Polynomial regression ?
→ Polynomial Regression is a regression algorithm that models the relationship between a
dependent(y) and independent variable(x) as nth degree polynomial.
→ It is also called the special case of Multiple Linear Regression in ML. Because we add
some polynomial terms to the Multiple Linear regression equation to convert it into
Polynomial Regression.
→ It is a linear model with some modification in order to increase the accuracy.
→ If we apply a linear model on a linear dataset, then it provides us a good result as we have
seen in Simple Linear Regression, but if we apply the same model without any modification
on a non-linear dataset, then it will produce a drastic output. Due to which loss function will
increase, the error rate will be high, and accuracy will be decreased.
→ So for such cases, where data points are arranged in a non-linear fashion, we need the
Polynomial Regression model.
Isotonic regression ?
Isotonic regression is a regression technique in which the predictor variable is monotonically
related to the target variable.
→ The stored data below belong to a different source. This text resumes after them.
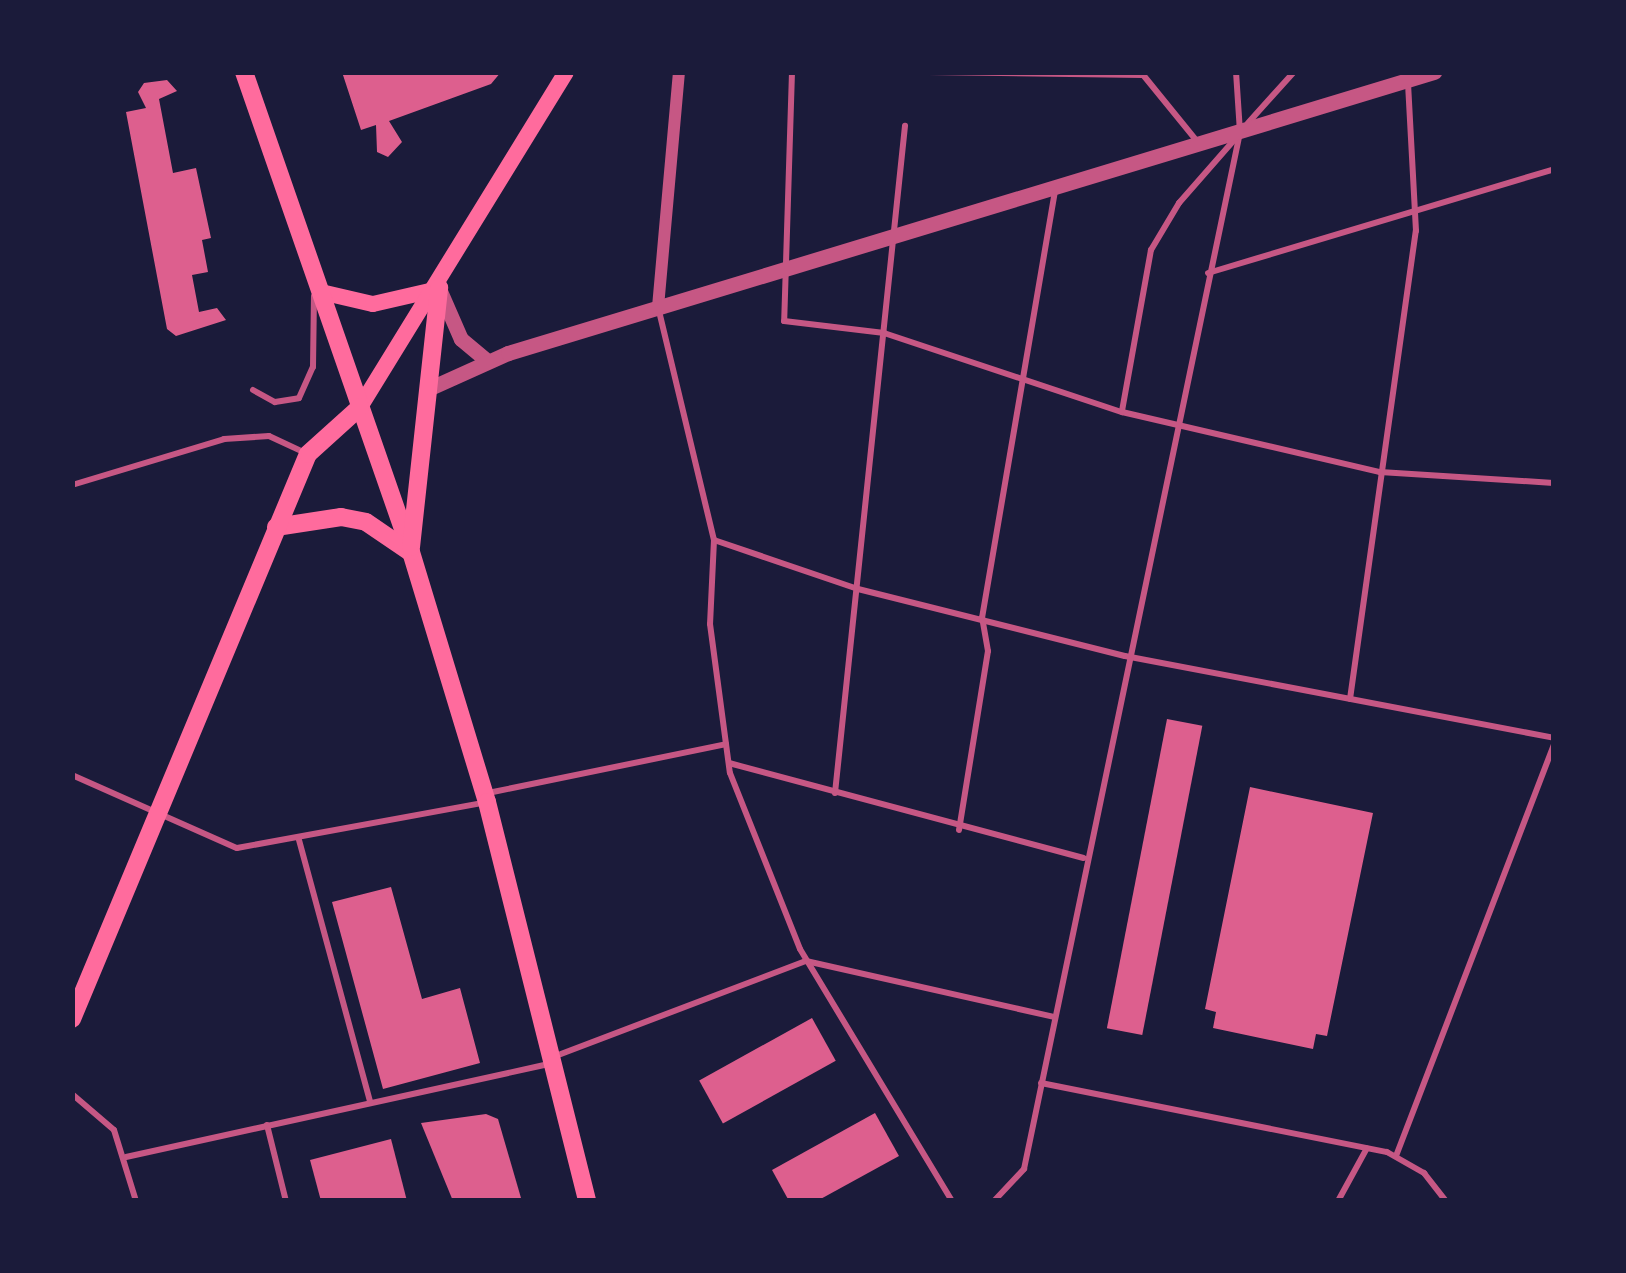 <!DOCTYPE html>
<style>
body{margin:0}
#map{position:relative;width:1626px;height:1273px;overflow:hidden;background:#1b1b3a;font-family:"Public Sans",sans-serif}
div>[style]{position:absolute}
.building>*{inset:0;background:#dd5f8e;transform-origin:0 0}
.service>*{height:6px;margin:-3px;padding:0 3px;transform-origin:3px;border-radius:3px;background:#c65784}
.minor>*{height:12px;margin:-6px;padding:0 6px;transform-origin:6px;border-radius:6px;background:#c65784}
.tertiary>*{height:15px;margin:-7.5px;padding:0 7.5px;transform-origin:7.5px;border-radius:7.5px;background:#c65784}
.secondary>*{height:16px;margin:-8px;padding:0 8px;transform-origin:8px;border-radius:8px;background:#ff6b9d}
.primary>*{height:18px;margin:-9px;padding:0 9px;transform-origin:9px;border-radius:9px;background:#ff6b9d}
span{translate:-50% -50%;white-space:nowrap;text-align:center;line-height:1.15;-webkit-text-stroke:12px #1b1b3a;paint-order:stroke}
.frame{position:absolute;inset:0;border:75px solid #1b1b3a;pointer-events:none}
</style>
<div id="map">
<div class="building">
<div style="clip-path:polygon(342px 72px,501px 72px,491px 84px,389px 121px,402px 142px,388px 157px,377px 152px,376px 125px,361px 130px)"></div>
<div style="clip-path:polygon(167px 80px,177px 91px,159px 99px,173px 173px,196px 168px,211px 238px,202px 240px,208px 272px,192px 275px,199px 312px,217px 308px,226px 320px,176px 336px,167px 329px,126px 112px,146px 108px,138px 92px,144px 83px)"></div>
<div style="left:1167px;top:719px;width:36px;height:315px;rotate:11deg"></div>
<div style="clip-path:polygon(1250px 787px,1373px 813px,1327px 1036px,1316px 1034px,1313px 1049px,1213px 1028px,1216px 1012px,1205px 1009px)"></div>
<div style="clip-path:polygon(391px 887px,422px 999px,460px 988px,480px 1063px,383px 1089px,332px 902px)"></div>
<div style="left:812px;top:1018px;width:49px;height:129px;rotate:61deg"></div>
<div style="clip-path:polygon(875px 1113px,899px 1156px,817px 1201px,789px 1201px,772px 1170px)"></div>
<div style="clip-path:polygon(486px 1114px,498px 1119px,521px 1198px,453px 1201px,421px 1123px)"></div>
<div style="clip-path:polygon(391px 1139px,407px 1201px,321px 1201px,310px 1160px)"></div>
</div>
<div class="service">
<div style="left:792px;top:72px;width:249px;rotate:91.8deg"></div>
<div style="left:784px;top:321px;width:101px;rotate:6.8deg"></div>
<div style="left:884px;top:333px;width:251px;rotate:18.4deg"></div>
<div style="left:1122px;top:412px;width:265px;rotate:13.1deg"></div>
<div style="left:1380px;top:472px;width:174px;rotate:3.6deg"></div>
<div style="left:929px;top:72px;width:214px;rotate:0.8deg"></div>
<div style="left:1144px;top:76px;width:82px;rotate:50.9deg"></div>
<div style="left:1248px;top:123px;width:69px;rotate:-48deg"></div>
<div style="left:1208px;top:273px;width:361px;rotate:-16.7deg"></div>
<div style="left:659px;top:311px;width:236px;rotate:76.5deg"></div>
<div style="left:714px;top:540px;width:84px;rotate:92.7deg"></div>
<div style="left:710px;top:624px;width:150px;rotate:82.4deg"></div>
<div style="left:730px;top:773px;width:189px;rotate:68.3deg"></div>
<div style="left:800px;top:949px;width:294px;rotate:58.9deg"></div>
<div style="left:253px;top:390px;width:25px;rotate:29deg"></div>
<div style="left:275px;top:402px;width:24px;rotate:-9deg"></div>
<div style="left:299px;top:398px;width:34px;rotate:-66deg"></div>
<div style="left:313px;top:367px;width:71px;rotate:-89.2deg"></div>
<div style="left:1122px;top:411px;width:164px;rotate:-79.8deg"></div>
<div style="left:1151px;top:250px;width:55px;rotate:-59.2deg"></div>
<div style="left:1179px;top:203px;width:86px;rotate:-48.8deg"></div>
<div style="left:72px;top:485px;width:159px;rotate:-16.8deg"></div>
<div style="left:224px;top:439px;width:45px;rotate:-3.8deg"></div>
<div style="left:269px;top:436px;width:40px;rotate:25deg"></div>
<div style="left:714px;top:540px;width:152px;rotate:18.8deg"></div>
<div style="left:858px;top:589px;width:275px;rotate:14.1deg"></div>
<div style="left:1125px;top:656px;width:437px;rotate:10.8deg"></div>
<div style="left:1350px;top:699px;width:473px;rotate:-82deg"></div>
<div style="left:1416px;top:231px;width:148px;rotate:-93.1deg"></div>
<div style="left:729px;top:763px;width:367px;rotate:15deg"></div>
<div style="left:72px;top:775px;width:180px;rotate:23.9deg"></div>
<div style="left:237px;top:848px;width:250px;rotate:-10.4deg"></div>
<div style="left:488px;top:793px;width:243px;rotate:-11.6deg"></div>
<div style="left:835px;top:793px;width:671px;rotate:-84.01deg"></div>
<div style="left:959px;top:830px;width:181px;rotate:-80.8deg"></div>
<div style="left:988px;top:651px;width:34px;rotate:-100deg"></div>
<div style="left:982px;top:618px;width:434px;rotate:-80.3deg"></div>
<div style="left:299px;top:840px;width:271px;rotate:74.8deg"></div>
<div style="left:553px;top:1057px;width:271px;rotate:-20.8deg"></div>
<div style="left:806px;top:961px;width:254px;rotate:12.7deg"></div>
<div style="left:1041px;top:1083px;width:353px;rotate:11.3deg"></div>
<div style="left:1387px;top:1152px;width:43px;rotate:29.6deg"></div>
<div style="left:1424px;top:1173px;width:36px;rotate:52deg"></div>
<div style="left:72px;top:1094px;width:55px;rotate:40.6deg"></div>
<div style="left:114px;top:1130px;width:74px;rotate:72.8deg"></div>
<div style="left:267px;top:1125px;width:78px;rotate:76deg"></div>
<div style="left:1396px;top:1156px;width:441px;rotate:-69deg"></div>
<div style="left:126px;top:1157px;width:434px;rotate:-12.4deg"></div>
<div style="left:994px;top:1201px;width:44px;rotate:-46.8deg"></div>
<div style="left:1024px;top:1169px;width:1059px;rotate:-78.23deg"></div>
<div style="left:1240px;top:132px;width:60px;rotate:-93.8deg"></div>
<div style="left:1338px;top:1201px;width:60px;rotate:-61.3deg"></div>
</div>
<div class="minor">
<div style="left:658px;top:307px;width:236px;rotate:-84.9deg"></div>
</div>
<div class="tertiary">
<div style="left:440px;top:291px;width:52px;rotate:66.4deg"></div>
<div style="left:461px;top:339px;width:34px;rotate:40deg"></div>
<div style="left:428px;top:389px;width:88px;rotate:-24.2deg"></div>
<div style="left:508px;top:353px;width:968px;rotate:-16.88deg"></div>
</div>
<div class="secondary">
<div style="left:321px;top:292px;width:53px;rotate:13deg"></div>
<div style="left:373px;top:304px;width:67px;rotate:-13deg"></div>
<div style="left:360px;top:407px;width:393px;rotate:-58.4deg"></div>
</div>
<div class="primary">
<div style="left:244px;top:72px;width:508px;rotate:70.82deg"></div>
<div style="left:411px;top:552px;width:261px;rotate:73.1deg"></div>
<div style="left:487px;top:802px;width:411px;rotate:75.9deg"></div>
<div style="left:276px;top:527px;width:66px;rotate:-8.7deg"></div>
<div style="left:341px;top:517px;width:25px;rotate:11deg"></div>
<div style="left:366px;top:522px;width:53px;rotate:34.3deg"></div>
<div style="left:411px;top:547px;width:261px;rotate:-83.8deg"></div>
<div style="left:72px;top:1019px;width:612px;rotate:-67.33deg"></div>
<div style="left:308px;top:454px;width:70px;rotate:-42.1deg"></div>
</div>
<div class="frame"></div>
</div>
This means that as the value of the predictor variable increases,
the value of the target variable either increases or decreases in a consistent, non-oscillating
manner.
Mathematically, isotonic regression can be formulated as an optimization problem in which
the goal is to find a monotonic function that minimizes the sum of the squared errors between
the predicted and observed values of the target variable.
Applications of Isotonic Regression
Isotonic regression has a number of applications, including:
● Calibration of predicted probabilities: Isotonic regression can be used to adjust the
predicted probabilities produced by a classifier so that they are more accurately
calibrated to the true probabilities.
● Ordinal regression: Isotonic regression can be used to model ordinal variables, which
are variables that can be ranked in order (e.g., “low,” “medium,” and “high”).
● Non-parametric regression: Because isotonic regression does not make any
assumptions about the functional form of the relationship between the predictor and
target variables, it can be used as a non-parametric regression method.
● Imputing missing values: Isotonic regression can be used to impute missing values in
a dataset by predicting the missing values based on the surrounding non-missing
values.
● Outlier detection: Isotonic regression can be used to identify outliers in a dataset by
identifying points that are significantly different from the overall trend of the data.